:: Task requirements ::
Quote only the span from the first line of the entries to the line containing "background:#f2f2f2; color:#222; height:100vh;", both ends kept. Leave every picture out.

:: Given records ::
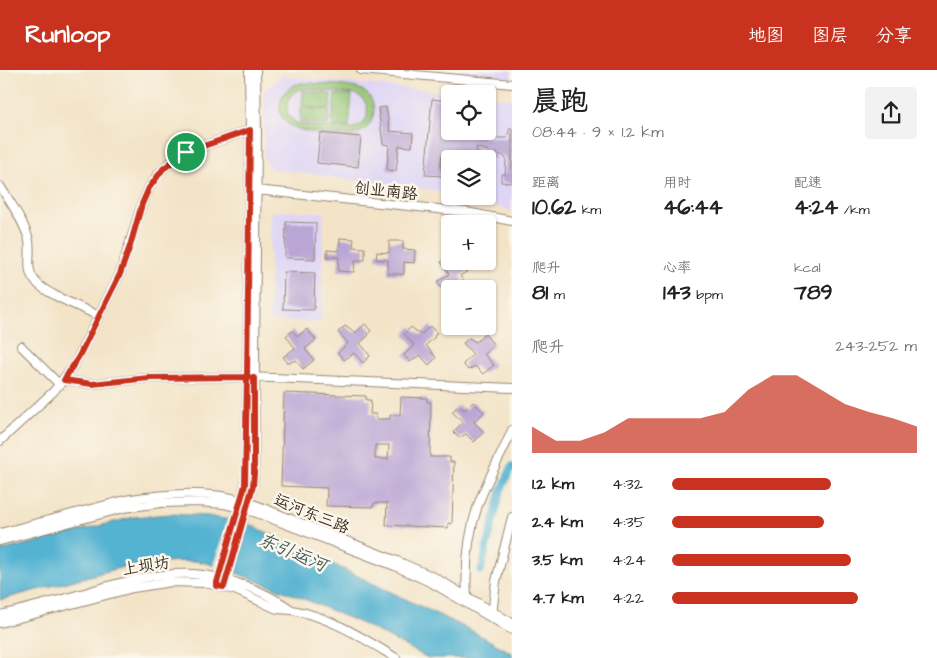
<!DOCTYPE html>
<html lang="zh">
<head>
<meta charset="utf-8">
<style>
  body { margin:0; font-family:"Architects Daughter","LXGW WenKai TC",sans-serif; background:#f2f2f2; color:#222; height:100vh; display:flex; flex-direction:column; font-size:19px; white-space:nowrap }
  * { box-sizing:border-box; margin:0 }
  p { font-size:16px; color:#767676 }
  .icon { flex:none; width:28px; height:28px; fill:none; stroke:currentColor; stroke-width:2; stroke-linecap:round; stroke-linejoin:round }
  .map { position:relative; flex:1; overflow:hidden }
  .sheet { display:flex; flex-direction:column; background:#fff; width:425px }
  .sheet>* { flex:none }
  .buttons { position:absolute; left:441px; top:15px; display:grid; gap:10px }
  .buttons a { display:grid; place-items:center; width:55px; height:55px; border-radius:5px; background:#fff; box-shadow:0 1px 4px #0004; font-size:25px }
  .pin { position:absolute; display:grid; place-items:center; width:42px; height:42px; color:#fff; margin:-21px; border:2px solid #fff; border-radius:50%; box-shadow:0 1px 5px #0007 }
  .round { display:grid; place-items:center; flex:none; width:52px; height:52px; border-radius:5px; background:#f2f2f2 }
  .head { display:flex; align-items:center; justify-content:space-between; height:85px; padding:0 20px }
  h1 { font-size:28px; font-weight:700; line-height:38px }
  .stats { display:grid; grid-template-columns:repeat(3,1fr); gap:8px; height:85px; padding:5px 20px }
  .stats div { display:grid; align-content:center }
  .stats b { font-size:21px; font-weight:700 }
  .stats small { font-size:14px; font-weight:400 }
  .stats p { font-size:14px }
  .chart { height:140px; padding:10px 20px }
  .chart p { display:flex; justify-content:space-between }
  .chart svg { width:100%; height:90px; margin-top:5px; fill:#c8321e; opacity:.7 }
  ul { padding:0 20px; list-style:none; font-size:16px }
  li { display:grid; grid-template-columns:80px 60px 1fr; align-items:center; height:38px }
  li i { height:12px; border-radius:6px; background:#c8321e }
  header { display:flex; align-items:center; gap:30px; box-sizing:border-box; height:70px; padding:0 25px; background:#c8321e; color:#fff }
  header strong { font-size:24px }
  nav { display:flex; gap:28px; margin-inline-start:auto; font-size:18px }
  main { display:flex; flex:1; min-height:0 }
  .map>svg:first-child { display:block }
  .built { fill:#dfd5f5 }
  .green { fill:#94c575; stroke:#68784a; fill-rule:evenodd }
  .water { fill:#54b3d2; stroke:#486e78 }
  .pier { fill:#f3e4c8 }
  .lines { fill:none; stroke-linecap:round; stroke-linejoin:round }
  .canal { stroke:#54b3d2; stroke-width:7 }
  .building { fill:#baa6d4; fill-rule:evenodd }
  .minor-casing { stroke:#978773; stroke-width:10 }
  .minor { stroke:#fff; stroke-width:8 }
  .route-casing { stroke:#fff; stroke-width:10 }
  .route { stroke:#c8321e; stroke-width:6 }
  .labels { text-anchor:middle; stroke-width:5; stroke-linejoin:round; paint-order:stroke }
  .street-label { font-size:16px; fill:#3b2a1e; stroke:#fbf7ec }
  .water-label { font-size:18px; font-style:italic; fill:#445a5d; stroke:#fbf7ec }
</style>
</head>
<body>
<header>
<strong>Runloop</strong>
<nav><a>地图</a><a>图层</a><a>分享</a></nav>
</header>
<main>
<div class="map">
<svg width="512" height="588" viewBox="0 0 512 588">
  <rect width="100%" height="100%" fill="#fbf7ec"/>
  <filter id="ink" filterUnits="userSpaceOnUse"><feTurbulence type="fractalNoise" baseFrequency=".02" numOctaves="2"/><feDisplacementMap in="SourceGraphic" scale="10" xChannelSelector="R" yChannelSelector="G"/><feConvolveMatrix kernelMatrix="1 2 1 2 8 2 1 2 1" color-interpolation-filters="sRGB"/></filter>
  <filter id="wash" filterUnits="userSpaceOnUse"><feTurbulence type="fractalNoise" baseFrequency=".0096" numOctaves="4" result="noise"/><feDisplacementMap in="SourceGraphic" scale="20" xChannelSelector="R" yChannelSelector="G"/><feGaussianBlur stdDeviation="1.12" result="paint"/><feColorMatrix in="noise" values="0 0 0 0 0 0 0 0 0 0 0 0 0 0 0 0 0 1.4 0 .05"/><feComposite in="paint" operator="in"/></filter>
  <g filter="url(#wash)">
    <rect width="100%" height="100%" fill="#f3e4c8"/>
    <path class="built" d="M456 0H512V13L455 7Z
      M281 6 463 24H450V61H488V26L512 29V141L467 126H488V89H450V122L271 99 264 88V22Z
      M271 141 324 142 321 252 269 250Z"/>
    <path class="green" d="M301 13C313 13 352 15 362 20 384 33 373 66 348 65 326 64 271 65 281 30 284 20 292 15 301 13ZM306 19 356 24 363 29 367 36C371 65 342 58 324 57 316 56 305 56 297 53 292 50 289 47 287 41L288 29 297 20Z
      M303 21 331 24 330 39 302 36Z
      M335 24 352 25 349 57 332 56Z
      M301 38 330 40 328 55 300 52Z"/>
    <path class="water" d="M170 444 208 446 247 453 470 560 512 583V588H428L365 555 302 528 239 504 206 493 194 491 157 492 123 497 0 530V481L134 447Z"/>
    <path class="pier" d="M228 447 249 451 234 505 213 498Z"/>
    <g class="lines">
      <path class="canal" d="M481 501 501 421 512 396"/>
    </g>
    <g id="blocks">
      <path class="building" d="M432 29 447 31 443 67 468 64V61H482V68H507L510 58H512V113L501 112V104L505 105 506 89 504 86 496 83 495 89 487 87 489 81 476 77 478 89H464V86L442 84 440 99H443V106L425 105Z
        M386 37 390 61 413 63 412 77 399 76 396 101 387 100 389 75 383 74 378 38Z
        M320 63 361 67 358 97 317 93Z
        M286 152 316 153 315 189 285 188Z
        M340 168 354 169 353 177 365 178V190H355L354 202 338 201 339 187H327V180L339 181Z
        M389 171H403V179L415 180 414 193 404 192V204H388V190L376 189 377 182 389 183Z
        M448 187 450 191H467L472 198 460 206 469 219H452L450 216 442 219 437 212 449 204 441 192Z
        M284 202 315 203 314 240 283 239Z
        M365 254 371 261 368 264 369 265 360 273 370 286 363 293 354 283 344 290 338 283 348 273 338 262 345 256 355 263Z
        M430 256 437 263 434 266 435 267 426 275 436 288 429 295 420 285 410 292 404 285 414 275 404 264 411 257 421 265Z
        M307 259 316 270 305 279 314 290 303 299 296 290 288 293 283 287 295 278 286 266 292 261 298 266Z
        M485 264 494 275 484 284 494 295 483 304 475 296 468 300 463 294 473 284 463 273 469 268 476 272Z
        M284 323 366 326V330H371L370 344H376V349H390V345H400L401 327 427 328V332H431L430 387H450V392H454L452 454 448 453V458L386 455 387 433H374L373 437 326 436 327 418 281 416ZM375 375H389L388 389H375Z
        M473 332 484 342 474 352 484 362 474 372 466 364 459 368 453 362 463 352 452 342 458 336 465 340Z"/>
    </g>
  </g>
  <g filter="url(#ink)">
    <use href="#blocks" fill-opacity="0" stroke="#978773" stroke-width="1"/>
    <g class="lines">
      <g class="minor-casing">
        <path id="minor" d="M361 0 512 14
          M0 116C10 132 22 148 28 167 33 181 24 199 35 211 45 224 83 238 99 246
          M256 120 466 142 512 151
          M21 276 60 315
          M63 310 92 314 149 308 247 307 512 318
          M0 371 54 321 74 295 120 204 142 134 149 118 159 103 172 91 186 82 250 60
          M0 463 125 430C166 423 208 420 248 432L397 491 434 507 512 553
          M0 471 124 438 161 433 197 432 224 434 246 439 395 496 432 513 512 560
          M218 511 245 415 246 404 250 63 249 0
          M225 514 253 415 254 405 257 63 256 0
          M467 527C465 495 468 465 478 435 487 409 502 385 512 360
          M292 540C331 547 363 568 396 588
          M0 545C30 538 59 530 88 522 122 512 158 502 193 504 227 506 265 521 292 540L277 539 235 520 205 513 171 512 133 518 0 553
          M492 546 496 511 512 447"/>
      </g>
      <use href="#minor" class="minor"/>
    </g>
  </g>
  <g class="lines" filter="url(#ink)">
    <g class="route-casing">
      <path id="route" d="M186 82 163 99 149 118 142 134 130 176 120 204 79 286 64 310 92 314 149 308 247 307 245 415 216 516 224 517 253 416 254 404V308L247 307 250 60 186 82"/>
    </g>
    <use href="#route" class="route"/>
  </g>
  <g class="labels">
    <g class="street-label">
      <text transform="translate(386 120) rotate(6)" y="6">创业南路</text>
      <text transform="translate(312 443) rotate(22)" y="6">运河东三路</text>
      <text transform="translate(146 495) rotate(-9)" y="6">上坝坊</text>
    </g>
    <g class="water-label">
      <text transform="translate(293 482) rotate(23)" y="6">东引运河</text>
    </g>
  </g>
</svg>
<div class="buttons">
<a><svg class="icon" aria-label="locate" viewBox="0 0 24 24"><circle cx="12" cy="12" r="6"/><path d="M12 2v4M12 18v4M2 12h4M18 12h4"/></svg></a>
<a><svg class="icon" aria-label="layers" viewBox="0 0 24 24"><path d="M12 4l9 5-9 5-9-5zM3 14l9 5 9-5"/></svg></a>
<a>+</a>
<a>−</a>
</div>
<div class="pin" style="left:186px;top:82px;background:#1e9e55"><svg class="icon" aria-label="arrive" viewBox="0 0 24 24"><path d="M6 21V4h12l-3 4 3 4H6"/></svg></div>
</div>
<section class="sheet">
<div class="head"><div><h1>晨跑</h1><p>08:44 · 9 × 1.2 km</p></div><a class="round"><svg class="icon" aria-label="share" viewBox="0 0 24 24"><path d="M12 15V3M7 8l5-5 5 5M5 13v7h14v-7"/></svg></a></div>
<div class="stats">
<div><p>距离</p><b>10.62<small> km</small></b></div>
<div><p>用时</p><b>46:44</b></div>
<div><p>配速</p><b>4:24<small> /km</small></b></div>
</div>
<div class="stats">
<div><p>爬升</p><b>81<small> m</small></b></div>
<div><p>心率</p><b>143<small> bpm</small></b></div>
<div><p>kcal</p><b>789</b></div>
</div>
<div class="chart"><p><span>爬升</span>243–252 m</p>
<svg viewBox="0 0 160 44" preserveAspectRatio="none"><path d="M0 44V31L10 38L20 38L30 34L40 27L50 27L60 27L70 27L80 24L90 13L100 6L110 6L120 13L130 20L140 24L150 27L160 31V44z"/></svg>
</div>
<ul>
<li><b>1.2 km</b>4:32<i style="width:65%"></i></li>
<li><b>2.4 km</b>4:35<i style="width:62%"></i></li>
<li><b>3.5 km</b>4:24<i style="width:73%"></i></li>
<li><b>4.7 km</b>4:22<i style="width:76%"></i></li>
</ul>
</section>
</main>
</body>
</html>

:: Response ::
<!DOCTYPE html>
<html lang="zh">
<head>
<meta charset="utf-8">
<style>
  body { margin:0; font-family:"Architects Daughter","LXGW WenKai TC",sans-serif; background:#f2f2f2; color:#222; height:100vh; display:flex; flex-direction:column; font-size:19px; white-space:nowrap }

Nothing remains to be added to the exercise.